É fato que a preocupação em relação aos riscos cibernéticos ganhou a atenção da alta administração de muitas empresas e dos governos, especialmente com a grande cobertura que a mídia tem dado para o assunto, como por exemplo o caso do WannaCry ocorrido em maio de 2017.

De acordo com relatório “The Global Risks Report 20181”, desenvolvido anualmente pelo Fórum Econômico Mundial, Ataques Cibernéticos são o 3º risco em termos de probabilidade, seguido por Roubo ou Fraude de Dados (4ª posição) que também tem relação direta com a segurança cibernética. Em 2016 o risco de ataques cibernéticos não constava no Top 10.

Adicionalmente, os órgãos reguladores no mundo todo têm promulgado leis, regulamentos e orientações que endereçam essa preocupação em relação ao tema segurança cibernética. Como exemplo, o Banco Central do Brasil (BACEN) publicou no último dia 26 de abril a resolução 4.658 que determina que as Instituições Financeiras brasileiras devem definir e implementar uma política e medidas de proteção cibernética, além de monitorar e gerenciar os incidentes cibernéticos.

Desafio de gerenciar os riscos cibernéticos
Em diversas organizações no Brasil o tema segurança cibernética é delegado à área de Tecnologia da Informação (TI), uma vez que o componente tecnológico é visto como o principal mecanismo de proteção a ser implementado e gerenciado. Outro fator que contribui para o foco tecnológico da gestão dos riscos cibernéticos é o desconhecimento dos executivos da organização em relação aos riscos envolvidos e seu real impacto no negócio.

O que algumas empresas não levam em consideração é que quando ocorrem incidentes, a organização pode ser impactada de diversas maneiras. Por esse motivo, os riscos cibernéticos devem ser gerenciados como um risco de negócio, com o mesmo nível de atenção e diligência dos outros riscos corporativos.

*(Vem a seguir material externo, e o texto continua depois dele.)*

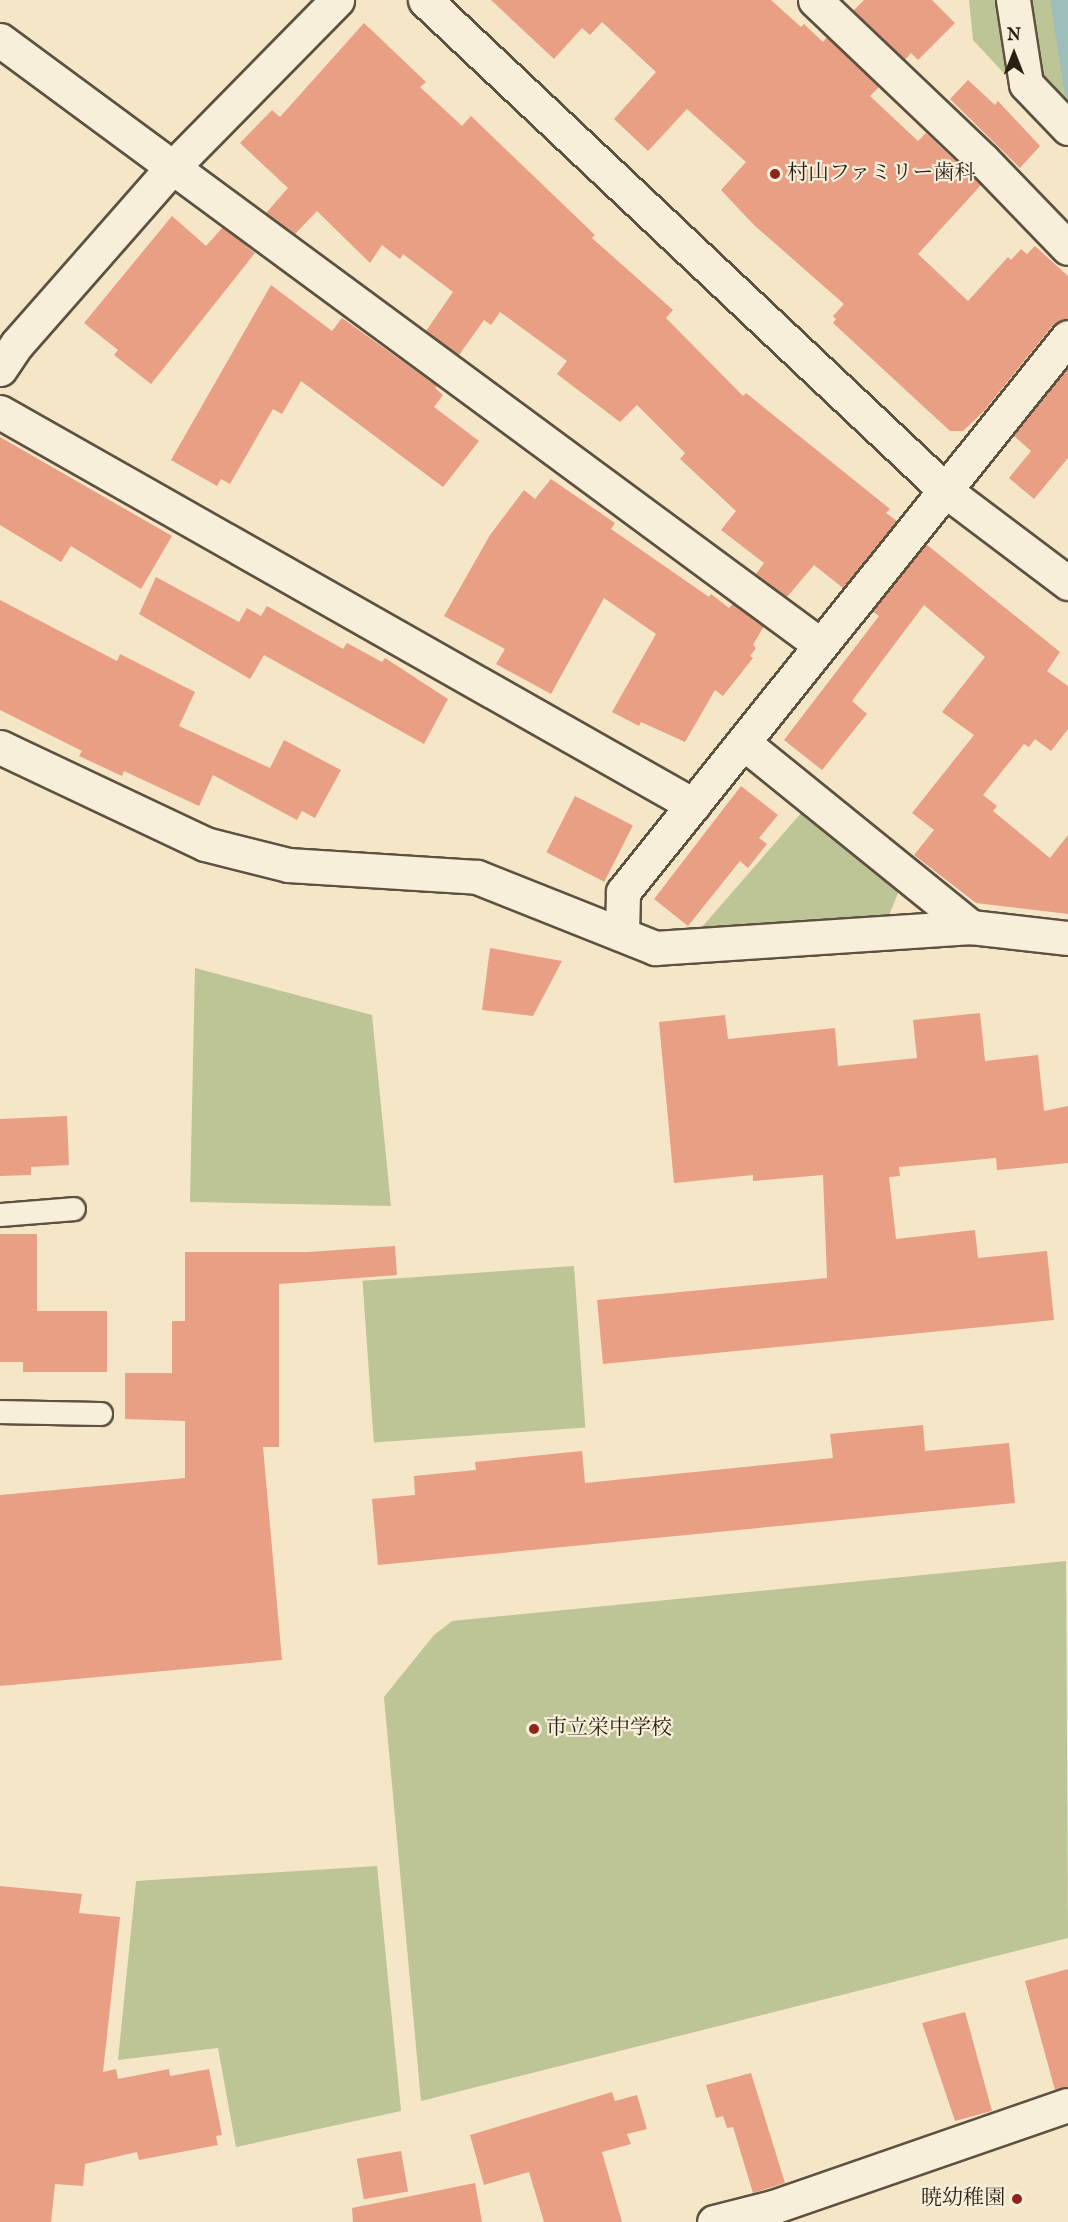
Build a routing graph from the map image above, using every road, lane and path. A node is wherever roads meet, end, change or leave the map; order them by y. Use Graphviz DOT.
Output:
graph roads {
  1 [pos="337,0"];
  2 [pos="425,0"];
  3 [pos="815,0"];
  4 [pos="1013,0"];
  5 [pos="0,40"];
  6 [pos="1068,128"];
  7 [pos="171,169"];
  8 [pos="1068,248"];
  9 [pos="1068,337"];
  10 [pos="0,369"];
  11 [pos="0,412"];
  12 [pos="946,491"];
  13 [pos="1068,583"];
  14 [pos="819,645"];
  15 [pos="745,744"];
  16 [pos="0,747"];
  17 [pos="693,805"];
  18 [pos="971,927"];
  19 [pos="622,934"];
  20 [pos="1068,938"];
  21 [pos="74,1209"];
  22 [pos="0,1215"];
  23 [pos="0,1412"];
  24 [pos="101,1414"];
  25 [pos="1068,2105"];
  26 [pos="775,2214"];
  27 [pos="714,2222"];
  1 -- 7 [label="street"];
  2 -- 12 [label="street"];
  3 -- 8 [label="street"];
  4 -- 6 [label="street"];
  5 -- 7 [label="street"];
  7 -- 10 [label="street"];
  7 -- 14 [label="street"];
  9 -- 12 [label="street"];
  11 -- 17 [label="street"];
  12 -- 13 [label="street"];
  12 -- 14 [label="street"];
  14 -- 15 [label="street"];
  15 -- 17 [label="street"];
  15 -- 18 [label="street"];
  16 -- 19 [label="street"];
  17 -- 19 [label="street"];
  18 -- 19 [label="street"];
  18 -- 20 [label="street"];
  21 -- 22 [label="lane"];
  23 -- 24 [label="lane"];
  25 -- 26 [label="street"];
  26 -- 27 [label="street"];
}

Integrando riscos cibernéticos nas três linhas de defesa
Estabelecendo como uma premissa fundamental que risco cibernético é um risco de negócio, faria sentido utilizarmos as estruturas, metodologias, práticas e ferramentas de Gestão de Riscos Corporativos para identificar, classificar, analisar, tratar e monitorar os riscos cibernéticos?

A resposta é sim. E uma vez que a forma de gestão, e principalmente de apresentação e comunicação, dos riscos corporativos é conhecida pela Alta Administração, se torna um pré-requisito a tradução do linguajar técnico, comumente utilizado para comunicar os riscos cibernéticos, para riscos de fácil entendimento de profissionais que não possuem o conhecimento técnico em segurança cibernética, porém conhecem profundamente do negócio da organização, e como riscos podem impactar no atingimento dos objetivos estratégicos ou operacionais.

Do ponto de vista de governança de riscos, a estrutura das Três Linhas de Defesa2 (3LoD – Line of Defense) está sendo amplamente divulgada e implementada pelas organizações.

Como adotar essa estrutura para gerenciar os riscos cibernéticos de uma forma holística e integrada?
Em primeiro lugar, é importante determinar as atribuições de cada linha de defesa para que não haja sobreposição e retrabalho, especialmente no cenário atual de busca constante de otimização de custos nas empresas brasileiras.

Primeira linha de defesa
A 1ª linha de defesa é responsável por implementar e operacionalizar os controles para mitigar os riscos cibernéticos. A tradicional função de segurança de TI se enquadra nesse papel, uma vez que geralmente é responsável por implementar e gerenciar processos e soluções tecnológicas relevantes para a segurança cibernética, tais como desenvolvimento de software seguro, gestão de acessos, gestão de vulnerabilidades e atualização de software, monitoração de eventos de segurança, entre outras.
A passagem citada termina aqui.